A starting point is the Federal Financial Institutions Examination Council’s (FFIEC) guidance titled “Social Media: Consumer Compliance Proposed Guidance” (FFIEC Guidance) which addresses the applicability of existing federal consumer protection and compliance laws, regulations, and policies for social media use by banks and non-bank entities alike. The FFIEC Guidance states that a financial institution should include the following components in a social media risk management program:
- A governance structure with clear roles and responsibilities whereby the board of directors or senior management direct how using social media contributes to the strategic goals of the institution (for example, through increasing brand awareness, product advertising, or researching new customer bases) and establish controls and ongoing assessment of risk in social media activities;
- Policies and procedures (either stand-alone or incorporated into other policies and procedures) regarding the use and monitoring of social media and compliance with all applicable consumer protection laws and regulations, and incorporation of guidance as appropriate. Further, policies and procedures should incorporate methodologies to address risks from online postings, edits, replies, and retention;
- A risk management process for selecting and managing third-party relationships in connection with social media;
- An employee training program that incorporates the institution’s policies and procedures for official, work-related use of social media, and potentially for other uses of social media, including defining impermissible activities;
- An oversight process for monitoring information posted to proprietary social media sites administered by the financial institution or a contracted third party;
- Audit and compliance functions to ensure ongoing compliance with internal policies and all applicable laws and regulations, and incorporation of guidance as appropriate; and
- Parameters for providing appropriate reporting to the financial institution’s board of directors or senior management that enable periodic evaluation of the effectiveness of the social media program and whether the program is achieving its stated objectives.

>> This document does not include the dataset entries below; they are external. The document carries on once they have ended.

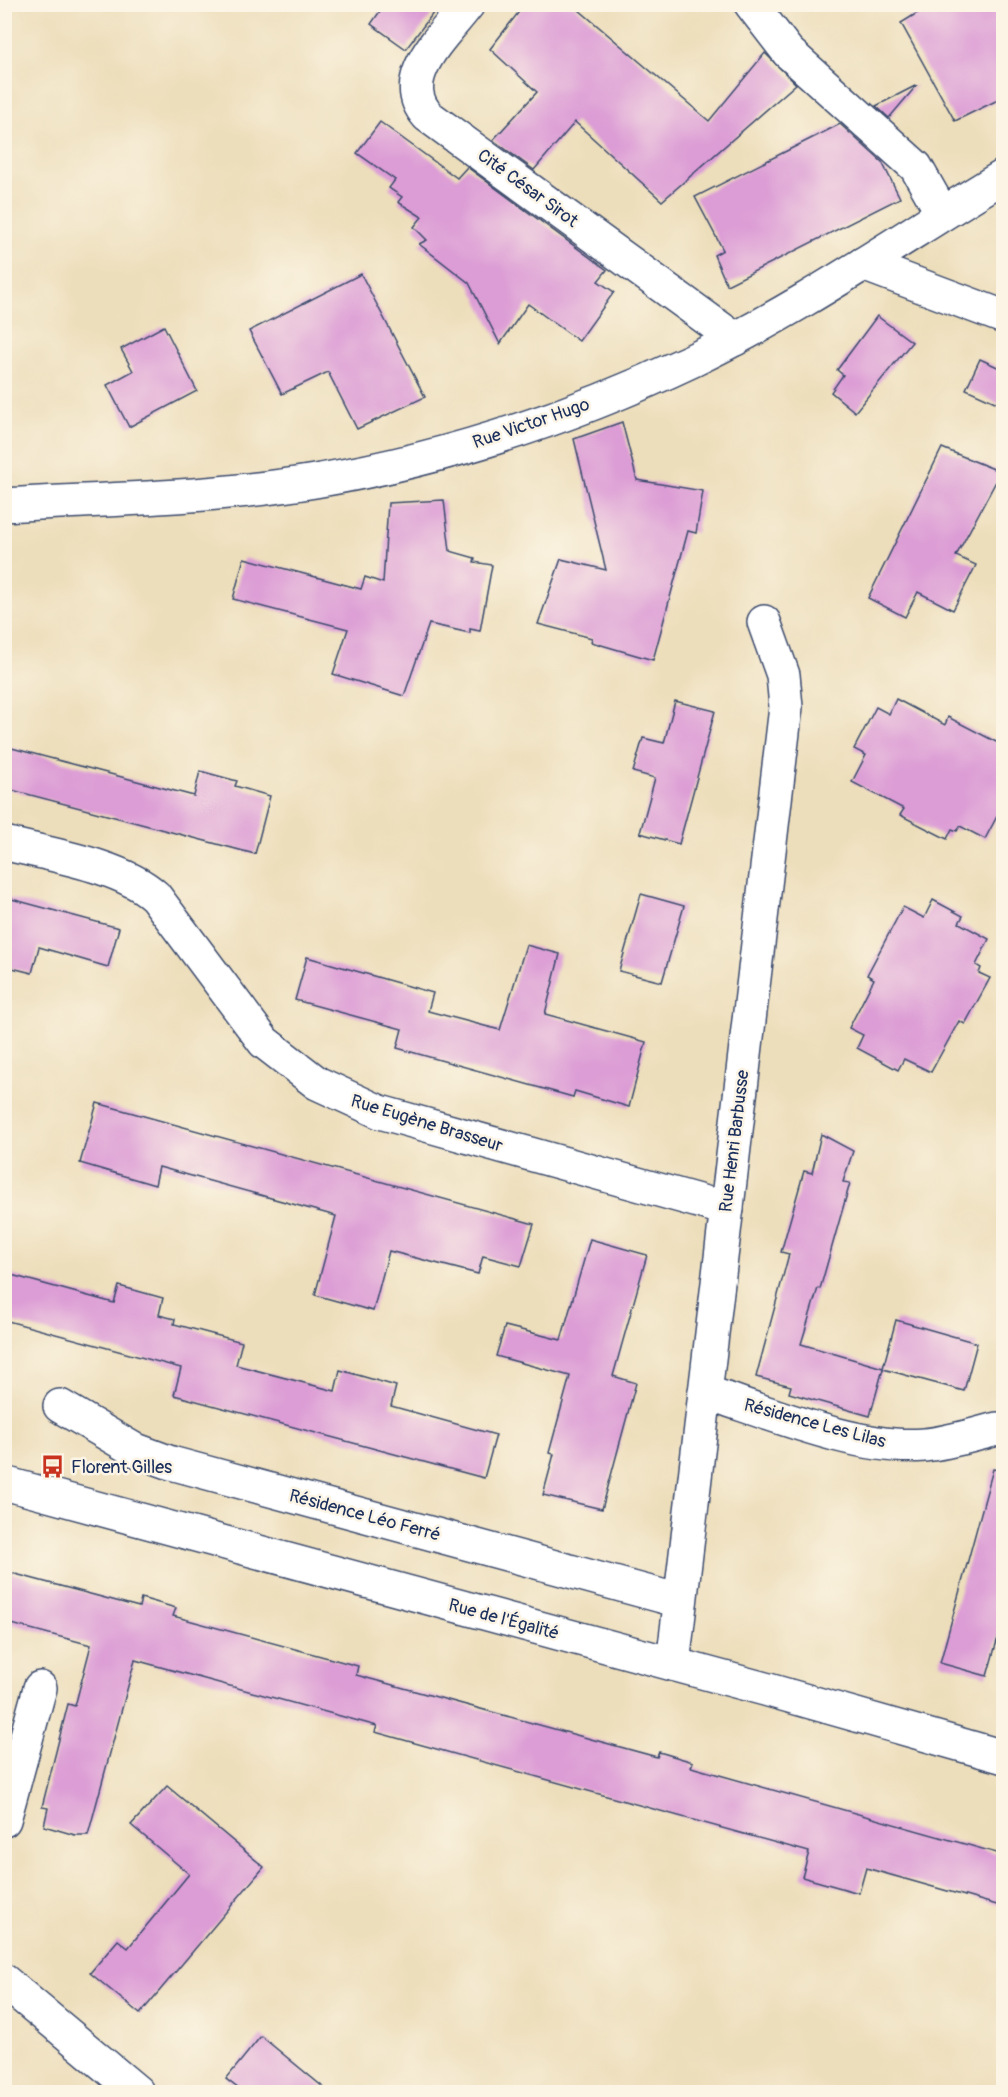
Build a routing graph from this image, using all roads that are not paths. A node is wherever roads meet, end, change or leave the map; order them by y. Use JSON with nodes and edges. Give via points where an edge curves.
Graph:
{"nodes":[{"id":1,"x":468,"y":4,"type":"edge"},
{"id":2,"x":751,"y":4,"type":"edge"},
{"id":3,"x":1004,"y":176,"type":"edge"},
{"id":4,"x":942,"y":213,"type":"junction"},
{"id":5,"x":863,"y":264,"type":"junction"},
{"id":6,"x":1004,"y":317,"type":"edge"},
{"id":7,"x":735,"y":339,"type":"junction"},
{"id":8,"x":4,"y":505,"type":"edge"},
{"id":9,"x":764,"y":622,"type":"dead end"},
{"id":10,"x":4,"y":843,"type":"edge"},
{"id":11,"x":727,"y":1209,"type":"junction"},
{"id":12,"x":705,"y":1392,"type":"junction"},
{"id":13,"x":60,"y":1406,"type":"dead end"},
{"id":14,"x":997,"y":1429,"type":"dead end"},
{"id":15,"x":4,"y":1483,"type":"edge"},
{"id":16,"x":680,"y":1601,"type":"junction"},
{"id":17,"x":673,"y":1664,"type":"junction"},
{"id":18,"x":40,"y":1688,"type":"dead end"},
{"id":19,"x":1004,"y":1757,"type":"edge"},
{"id":20,"x":4,"y":1820,"type":"edge"},
{"id":21,"x":4,"y":1981,"type":"edge"},
{"id":22,"x":137,"y":2092,"type":"edge"}],
"edges":[{"from":1,"to":7,"type":"street","name":"Cité César Sirot","via":[[420,66],[414,92],[419,105],[428,116]]},
{"from":2,"to":4,"type":"street","via":[[788,52],[916,167]]},
{"from":3,"to":4,"type":"street","name":"Rue Victor Hugo"},
{"from":4,"to":5,"type":"street","name":"Rue Victor Hugo"},
{"from":5,"to":6,"type":"street"},
{"from":5,"to":7,"type":"street","name":"Rue Victor Hugo"},
{"from":7,"to":8,"type":"street","name":"Rue Victor Hugo","via":[[653,378],[562,414],[486,439],[357,473],[239,490]]},
{"from":9,"to":11,"type":"street","name":"Rue Henri Barbusse","via":[[783,675],[786,707]]},
{"from":10,"to":11,"type":"street","name":"Rue Eugène Brasseur","via":[[123,875],[145,887],[156,896],[264,1042],[296,1069],[339,1095],[380,1112]]},
{"from":11,"to":12,"type":"street","name":"Rue Henri Barbusse"},
{"from":12,"to":14,"type":"street","name":"Résidence Les Lilas","via":[[822,1429],[901,1446],[926,1445]]},
{"from":12,"to":16,"type":"street","name":"Rue Henri Barbusse"},
{"from":13,"to":16,"type":"street","name":"Résidence Léo Ferré","via":[[133,1449],[171,1463]]},
{"from":15,"to":17,"type":"street","name":"Rue de l'Égalité"},
{"from":16,"to":17,"type":"street","name":"Rue Henri Barbusse"},
{"from":17,"to":19,"type":"street","name":"Rue de l'Égalité"},
{"from":18,"to":20,"type":"street"},
{"from":21,"to":22,"type":"street"}]}
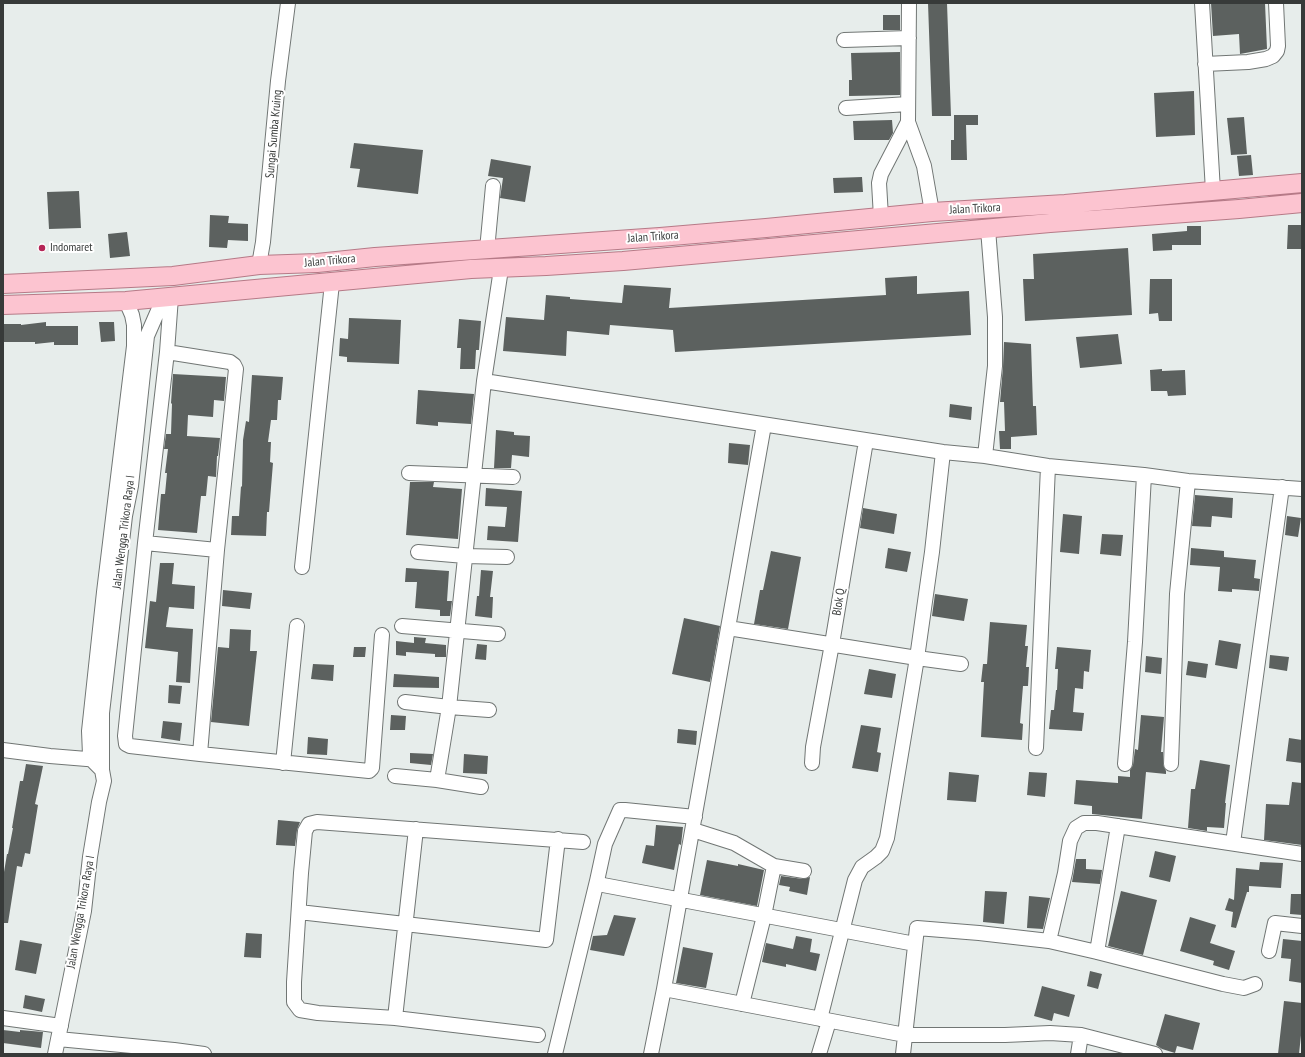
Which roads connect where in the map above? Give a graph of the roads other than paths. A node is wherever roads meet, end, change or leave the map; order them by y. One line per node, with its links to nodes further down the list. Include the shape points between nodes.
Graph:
1 (288, 3): 23 (street, Sungai Sumba Kruing)
2 (909, 3): 5 (street)
3 (1202, 3): 7 (street)
4 (1276, 3): 7 (street, via 1278,46 1273,56 1248,62)
5 (909, 38): 6 (street); 8 (street)
6 (844, 40)
7 (1206, 64): 13 (street)
8 (908, 104): 9 (street); 10 (street)
9 (846, 108)
10 (908, 122): 15 (street, via 924,166); 16 (street, via 878,182)
11 (1302, 183): 13 (main road, Jalan Trikora)
12 (493, 186): 22 (street)
13 (1213, 191): 15 (main road, Jalan Trikora)
14 (1302, 203): 19 (main road, Jalan Trikora)
15 (932, 212): 16 (main road, Jalan Trikora)
16 (881, 217): 17 (main road, Jalan Trikora)
17 (852, 219): 18 (main road, Jalan Trikora); 20 (main road, via 851,230)
18 (805, 224): 21 (main road, via 813,232); 22 (main road, Jalan Trikora)
19 (988, 229): 20 (main road, Jalan Trikora); 36 (street, via 995,317 995,366)
20 (857, 241): 21 (main road, Jalan Trikora)
21 (812, 244): 24 (main road, Jalan Trikora)
22 (486, 250): 23 (main road, Jalan Trikora)
23 (259, 265): 26 (main road, Jalan Trikora, via 173,276)
24 (501, 269): 25 (main road, Jalan Trikora, via 471,269); 32 (street)
25 (332, 283): 27 (main road, Jalan Trikora); 50 (street)
26 (3, 284)
27 (168, 297): 28 (main road, Jalan Trikora); 30 (street, Jalan Wengga Trikora Raya I); 31 (street)
28 (126, 301): 29 (main road, Jalan Trikora); 30 (street, Jalan Wengga Trikora Raya I)
29 (3, 305)
30 (140, 336): 66 (street, Jalan Wengga Trikora Raya I, via 131,486 125,516)
31 (167, 352): 45 (street); 46 (street, via 230,362 236,369)
32 (484, 381): 33 (street); 39 (street)
33 (764, 425): 34 (street); 53 (street)
34 (866, 441): 35 (street); 57 (street, Blok Q)
35 (943, 452): 36 (street); 58 (street)
36 (985, 456): 37 (street)
37 (1048, 466): 40 (street); 63 (street)
38 (409, 472): 39 (street)
39 (474, 475): 41 (street); 48 (street)
40 (1144, 475): 42 (street); 69 (street)
41 (512, 477)
42 (1188, 481): 43 (street); 70 (street, via 1177,594)
43 (1282, 486): 44 (street); 79 (street)
44 (1302, 489)
45 (145, 543): 46 (street); 65 (street, via 126,744)
46 (217, 550): 65 (street)
47 (418, 552): 48 (street)
48 (465, 556): 49 (street); 54 (street)
49 (507, 557)
50 (302, 567)
51 (297, 626): 67 (street)
52 (402, 626): 54 (street)
53 (728, 628): 57 (street); 74 (street)
54 (457, 630): 55 (street); 61 (street)
55 (498, 634)
56 (382, 635): 67 (street, via 372,768 369,771)
57 (832, 644): 58 (street); 68 (street, Blok Q)
58 (917, 658): 59 (street); 89 (street, via 885,845 876,857 862,867 856,880)
59 (961, 664)
60 (405, 702): 61 (street)
61 (449, 707): 62 (street); 72 (street)
62 (489, 710)
63 (1036, 748)
64 (3, 752): 66 (street)
65 (200, 754): 67 (street)
66 (98, 763): 100 (street, Jalan Wengga Trikora Raya I, via 104,781 90,858 84,911)
67 (283, 763)
68 (812, 763)
69 (1125, 764)
70 (1171, 764)
71 (395, 776): 72 (street)
72 (437, 780): 73 (street)
73 (481, 787)
74 (694, 824): 81 (street); 83 (street, via 620,810 605,844); 84 (street)
75 (1118, 826): 79 (street); 90 (street, via 1084,823 1076,828 1070,841); 93 (street)
76 (416, 829): 77 (street); 85 (street, via 317,822 309,824 305,831); 87 (street)
77 (558, 839): 78 (street); 87 (street, via 546,940)
78 (583, 842)
79 (1233, 843): 80 (street)
80 (1302, 854)
81 (774, 866): 82 (street); 86 (street)
82 (804, 871)
83 (597, 881): 84 (street, via 603,885); 107 (street)
84 (680, 899): 86 (street); 95 (street)
85 (299, 912): 87 (street); 98 (street, via 294,1002 300,1010)
86 (764, 916): 89 (street); 96 (street)
87 (406, 924): 98 (street)
88 (1302, 926): 92 (street, via 1275,923)
89 (843, 932): 91 (street); 99 (street)
90 (1049, 941): 91 (street, via 918,928); 93 (street)
91 (915, 944): 102 (street)
92 (1269, 950)
93 (1097, 952): 94 (street, via 1240,988)
94 (1255, 984)
95 (664, 989): 96 (street); 108 (street)
96 (742, 1004): 99 (street)
97 (3, 1018): 100 (street)
98 (395, 1018): 101 (street)
99 (824, 1020): 102 (street); 109 (street)
100 (60, 1033): 104 (street); 105 (street, Jalan Wengga Trikora Raya I)
101 (538, 1035)
102 (905, 1035): 103 (street); 110 (street)
103 (1081, 1035): 111 (street); 112 (street)
104 (174, 1052): 106 (street)
105 (55, 1054)
106 (204, 1054)
107 (555, 1054)
108 (651, 1054)
109 (819, 1054)
110 (903, 1054)
111 (1078, 1054)
112 (1155, 1054)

In addition to the above guidance, financial institutions must consider how social media interacts with deposit and lending products, advertising plans, payment systems, BSA/AML requirements, complaint procedures, employment policies, the Community Reinvestment Act, data privacy and breach notification laws. Similarly, cybersecurity policies should be reviewed to ensure that social media interactions do not subject the institution to cyber hacks or social engineering schemes. Once those policies and controls are in place, the financial institution must ensure that all employees are properly trained. It is imperative that the company work as a whole, with IT, compliance, HR, legal, and business units working seamlessly to ensure that the risks of using social media are minimized while the advantages are maximized.